*Assignment*. Below are the records; copy out every line that holds the word "Фёдорова".

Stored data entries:
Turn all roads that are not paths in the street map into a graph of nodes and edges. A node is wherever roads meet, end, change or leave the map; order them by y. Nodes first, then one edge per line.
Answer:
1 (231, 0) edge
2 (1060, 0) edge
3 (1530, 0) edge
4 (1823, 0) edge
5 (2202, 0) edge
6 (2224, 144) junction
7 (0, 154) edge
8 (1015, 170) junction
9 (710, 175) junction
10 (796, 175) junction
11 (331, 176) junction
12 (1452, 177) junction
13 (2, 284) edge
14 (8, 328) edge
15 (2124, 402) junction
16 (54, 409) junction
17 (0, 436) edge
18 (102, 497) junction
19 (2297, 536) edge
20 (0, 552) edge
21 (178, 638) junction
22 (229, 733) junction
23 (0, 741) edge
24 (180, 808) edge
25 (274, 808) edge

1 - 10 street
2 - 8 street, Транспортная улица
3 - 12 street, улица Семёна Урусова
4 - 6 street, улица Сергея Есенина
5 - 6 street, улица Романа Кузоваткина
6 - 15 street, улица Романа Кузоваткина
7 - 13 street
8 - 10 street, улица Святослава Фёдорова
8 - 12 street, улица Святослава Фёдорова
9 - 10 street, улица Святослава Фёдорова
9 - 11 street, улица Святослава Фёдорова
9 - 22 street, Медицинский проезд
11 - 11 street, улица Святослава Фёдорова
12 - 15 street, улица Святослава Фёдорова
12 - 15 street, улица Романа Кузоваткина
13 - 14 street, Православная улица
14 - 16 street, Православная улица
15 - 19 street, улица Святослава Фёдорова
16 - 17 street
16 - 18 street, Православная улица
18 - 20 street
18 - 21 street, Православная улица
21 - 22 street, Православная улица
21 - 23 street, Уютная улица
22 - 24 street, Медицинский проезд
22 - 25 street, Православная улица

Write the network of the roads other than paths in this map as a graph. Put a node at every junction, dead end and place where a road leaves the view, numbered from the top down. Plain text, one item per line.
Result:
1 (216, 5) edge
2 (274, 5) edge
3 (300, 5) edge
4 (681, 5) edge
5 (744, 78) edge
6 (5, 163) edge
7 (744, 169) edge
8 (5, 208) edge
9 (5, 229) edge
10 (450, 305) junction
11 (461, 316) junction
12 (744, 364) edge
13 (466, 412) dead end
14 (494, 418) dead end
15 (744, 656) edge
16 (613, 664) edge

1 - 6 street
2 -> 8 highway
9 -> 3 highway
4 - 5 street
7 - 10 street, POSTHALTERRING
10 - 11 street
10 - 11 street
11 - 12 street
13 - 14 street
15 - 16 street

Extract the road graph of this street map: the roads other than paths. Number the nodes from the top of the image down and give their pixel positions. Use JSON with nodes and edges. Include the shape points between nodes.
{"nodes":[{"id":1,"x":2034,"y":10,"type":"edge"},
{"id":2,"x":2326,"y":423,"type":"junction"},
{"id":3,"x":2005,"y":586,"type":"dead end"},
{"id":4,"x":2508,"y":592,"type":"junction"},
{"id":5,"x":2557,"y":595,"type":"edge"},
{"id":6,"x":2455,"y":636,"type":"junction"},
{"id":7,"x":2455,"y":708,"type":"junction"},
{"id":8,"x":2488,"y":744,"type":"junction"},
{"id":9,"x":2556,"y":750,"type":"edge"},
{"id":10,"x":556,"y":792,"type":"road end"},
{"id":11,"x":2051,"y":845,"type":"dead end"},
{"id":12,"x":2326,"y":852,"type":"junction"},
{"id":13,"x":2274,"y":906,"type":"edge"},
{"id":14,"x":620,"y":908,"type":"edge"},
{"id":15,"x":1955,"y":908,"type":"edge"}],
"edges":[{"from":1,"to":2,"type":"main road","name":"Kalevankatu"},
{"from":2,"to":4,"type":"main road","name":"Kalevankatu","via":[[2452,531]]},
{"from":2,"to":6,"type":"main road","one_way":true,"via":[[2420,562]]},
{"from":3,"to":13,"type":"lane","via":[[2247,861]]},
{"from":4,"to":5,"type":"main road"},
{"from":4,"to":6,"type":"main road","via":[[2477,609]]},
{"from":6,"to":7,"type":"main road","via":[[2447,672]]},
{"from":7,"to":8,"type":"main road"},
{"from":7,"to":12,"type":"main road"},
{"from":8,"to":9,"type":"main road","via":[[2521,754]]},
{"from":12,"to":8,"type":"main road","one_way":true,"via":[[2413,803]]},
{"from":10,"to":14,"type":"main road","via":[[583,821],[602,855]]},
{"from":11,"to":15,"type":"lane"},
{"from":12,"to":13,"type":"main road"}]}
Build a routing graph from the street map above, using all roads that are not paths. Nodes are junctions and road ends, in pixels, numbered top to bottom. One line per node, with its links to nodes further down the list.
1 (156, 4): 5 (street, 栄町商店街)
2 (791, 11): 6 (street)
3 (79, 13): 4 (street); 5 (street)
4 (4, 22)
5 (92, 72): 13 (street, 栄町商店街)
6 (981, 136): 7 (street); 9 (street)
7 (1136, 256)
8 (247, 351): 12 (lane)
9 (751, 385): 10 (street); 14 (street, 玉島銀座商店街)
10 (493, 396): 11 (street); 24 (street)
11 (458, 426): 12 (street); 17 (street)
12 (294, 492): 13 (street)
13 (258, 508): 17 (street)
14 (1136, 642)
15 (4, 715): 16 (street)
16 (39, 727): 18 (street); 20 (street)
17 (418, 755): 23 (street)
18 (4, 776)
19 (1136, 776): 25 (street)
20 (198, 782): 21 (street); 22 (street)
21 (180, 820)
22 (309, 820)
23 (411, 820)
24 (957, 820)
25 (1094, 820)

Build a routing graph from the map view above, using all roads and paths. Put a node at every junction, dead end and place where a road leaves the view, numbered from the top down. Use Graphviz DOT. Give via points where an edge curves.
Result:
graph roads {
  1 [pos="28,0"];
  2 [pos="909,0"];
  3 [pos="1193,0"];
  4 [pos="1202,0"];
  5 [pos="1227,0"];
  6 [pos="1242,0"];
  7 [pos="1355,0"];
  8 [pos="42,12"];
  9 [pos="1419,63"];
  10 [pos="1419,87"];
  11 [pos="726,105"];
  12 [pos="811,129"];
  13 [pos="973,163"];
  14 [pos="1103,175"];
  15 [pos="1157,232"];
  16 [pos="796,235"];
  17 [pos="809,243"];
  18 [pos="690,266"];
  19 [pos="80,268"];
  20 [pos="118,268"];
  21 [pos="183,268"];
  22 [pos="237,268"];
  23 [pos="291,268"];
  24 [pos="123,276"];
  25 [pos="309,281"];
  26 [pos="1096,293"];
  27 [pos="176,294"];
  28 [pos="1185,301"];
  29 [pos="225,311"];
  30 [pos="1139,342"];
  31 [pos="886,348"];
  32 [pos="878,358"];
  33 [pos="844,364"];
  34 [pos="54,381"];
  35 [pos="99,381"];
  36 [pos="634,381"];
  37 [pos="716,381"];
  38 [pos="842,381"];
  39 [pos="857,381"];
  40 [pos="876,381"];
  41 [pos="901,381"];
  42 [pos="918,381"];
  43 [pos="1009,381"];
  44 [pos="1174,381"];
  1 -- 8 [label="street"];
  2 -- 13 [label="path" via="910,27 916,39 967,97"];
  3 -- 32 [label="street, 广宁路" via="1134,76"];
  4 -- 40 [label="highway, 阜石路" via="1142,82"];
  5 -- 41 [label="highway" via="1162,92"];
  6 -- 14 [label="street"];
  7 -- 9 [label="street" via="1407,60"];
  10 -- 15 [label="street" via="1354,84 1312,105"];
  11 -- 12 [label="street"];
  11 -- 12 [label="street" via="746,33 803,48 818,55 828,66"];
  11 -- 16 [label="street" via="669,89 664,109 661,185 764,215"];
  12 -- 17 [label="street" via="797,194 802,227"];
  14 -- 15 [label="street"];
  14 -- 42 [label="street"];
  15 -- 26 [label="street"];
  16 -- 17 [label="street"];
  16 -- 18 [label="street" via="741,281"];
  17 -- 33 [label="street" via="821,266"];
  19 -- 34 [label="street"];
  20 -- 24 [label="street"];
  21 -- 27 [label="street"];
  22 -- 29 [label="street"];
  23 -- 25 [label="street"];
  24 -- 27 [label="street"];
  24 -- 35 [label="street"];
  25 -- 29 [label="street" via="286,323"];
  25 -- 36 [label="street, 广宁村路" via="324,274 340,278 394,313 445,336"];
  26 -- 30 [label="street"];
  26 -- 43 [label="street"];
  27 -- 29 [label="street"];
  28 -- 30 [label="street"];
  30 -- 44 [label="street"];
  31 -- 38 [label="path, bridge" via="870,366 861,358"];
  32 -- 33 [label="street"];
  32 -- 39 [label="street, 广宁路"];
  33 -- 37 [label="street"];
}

*Written reply*.
8 - 10 street, улица Святослава Фёдорова
8 - 12 street, улица Святослава Фёдорова
9 - 10 street, улица Святослава Фёдорова
9 - 11 street, улица Святослава Фёдорова
11 - 11 street, улица Святослава Фёдорова
12 - 15 street, улица Святослава Фёдорова
15 - 19 street, улица Святослава Фёдорова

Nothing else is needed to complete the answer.